■ DATA FOR REVIEW:
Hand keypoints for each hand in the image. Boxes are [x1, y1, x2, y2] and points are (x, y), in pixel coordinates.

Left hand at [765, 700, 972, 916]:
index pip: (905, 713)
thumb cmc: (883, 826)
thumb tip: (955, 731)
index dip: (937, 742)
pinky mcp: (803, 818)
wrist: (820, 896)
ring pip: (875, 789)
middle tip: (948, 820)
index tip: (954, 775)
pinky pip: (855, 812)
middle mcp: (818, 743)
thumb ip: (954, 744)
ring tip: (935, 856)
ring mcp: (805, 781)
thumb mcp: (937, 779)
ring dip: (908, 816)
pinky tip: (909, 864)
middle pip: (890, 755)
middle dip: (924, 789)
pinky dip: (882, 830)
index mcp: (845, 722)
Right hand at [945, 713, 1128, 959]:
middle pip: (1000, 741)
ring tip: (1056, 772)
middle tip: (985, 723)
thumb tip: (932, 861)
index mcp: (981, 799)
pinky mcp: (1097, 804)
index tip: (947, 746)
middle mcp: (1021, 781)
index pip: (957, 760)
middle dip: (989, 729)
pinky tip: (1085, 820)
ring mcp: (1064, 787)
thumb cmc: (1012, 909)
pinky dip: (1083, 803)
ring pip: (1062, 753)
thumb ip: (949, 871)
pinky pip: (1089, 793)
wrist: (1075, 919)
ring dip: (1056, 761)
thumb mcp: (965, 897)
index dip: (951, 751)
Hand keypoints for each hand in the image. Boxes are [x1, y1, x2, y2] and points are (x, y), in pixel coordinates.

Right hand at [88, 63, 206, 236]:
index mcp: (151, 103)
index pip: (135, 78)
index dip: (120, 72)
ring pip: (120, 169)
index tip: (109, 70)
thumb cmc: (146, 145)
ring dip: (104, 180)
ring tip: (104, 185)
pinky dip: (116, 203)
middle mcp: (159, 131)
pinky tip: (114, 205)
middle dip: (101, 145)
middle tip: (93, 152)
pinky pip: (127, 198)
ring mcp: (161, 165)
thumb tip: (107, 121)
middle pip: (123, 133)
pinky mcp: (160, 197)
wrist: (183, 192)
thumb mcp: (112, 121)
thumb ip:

■ YOUR OBJECTIVE: Give every entry back exactly as it was written above.

■ ANSWER SPACE:
Hand keypoints for each hand in the image. Boxes are [x1, y1, x2, y2] and points are (x, y), in pixel coordinates.

Left hand at [765, 700, 972, 916]:
index pip: (905, 713)
thumb cmc: (883, 826)
thumb tip: (955, 731)
index dip: (937, 742)
pinky mcp: (803, 818)
wrist: (820, 896)
ring pip: (875, 789)
middle tip: (948, 820)
index tip: (954, 775)
pinky pip: (855, 812)
middle mcp: (818, 743)
thumb ip: (954, 744)
ring tip: (935, 856)
ring mcp: (805, 781)
thumb mcp: (937, 779)
ring dip: (908, 816)
pinky tip: (909, 864)
middle pip: (890, 755)
middle dip: (924, 789)
pinky dip: (882, 830)
index mcp: (845, 722)
Right hand at [945, 713, 1128, 959]:
middle pip: (1000, 741)
ring tip: (1056, 772)
middle tip: (985, 723)
thumb tip: (932, 861)
index mcp: (981, 799)
pinky mcp: (1097, 804)
index tip: (947, 746)
middle mcp: (1021, 781)
index pip: (957, 760)
middle dip: (989, 729)
pinky tip: (1085, 820)
ring mcp: (1064, 787)
thumb cmc: (1012, 909)
pinky dip: (1083, 803)
ring pip: (1062, 753)
thumb ip: (949, 871)
pinky pip: (1089, 793)
wrist: (1075, 919)
ring dip: (1056, 761)
thumb mcp: (965, 897)
index dip: (951, 751)
Hand keypoints for each hand in the image. Boxes are [x1, y1, x2, y2] and points are (x, y), in pixel coordinates.

Right hand at [88, 63, 206, 236]:
index mcp: (151, 103)
index pip: (135, 78)
index dip: (120, 72)
ring pip: (120, 169)
index tip: (109, 70)
thumb cmc: (146, 145)
ring dip: (104, 180)
ring tip: (104, 185)
pinky dip: (116, 203)
middle mcp: (159, 131)
pinky tip: (114, 205)
middle dip: (101, 145)
middle tip: (93, 152)
pinky pip: (127, 198)
ring mcp: (161, 165)
thumb tip: (107, 121)
middle pip: (123, 133)
pinky mcp: (160, 197)
wrist: (183, 192)
thumb mcp: (112, 121)
thumb ip:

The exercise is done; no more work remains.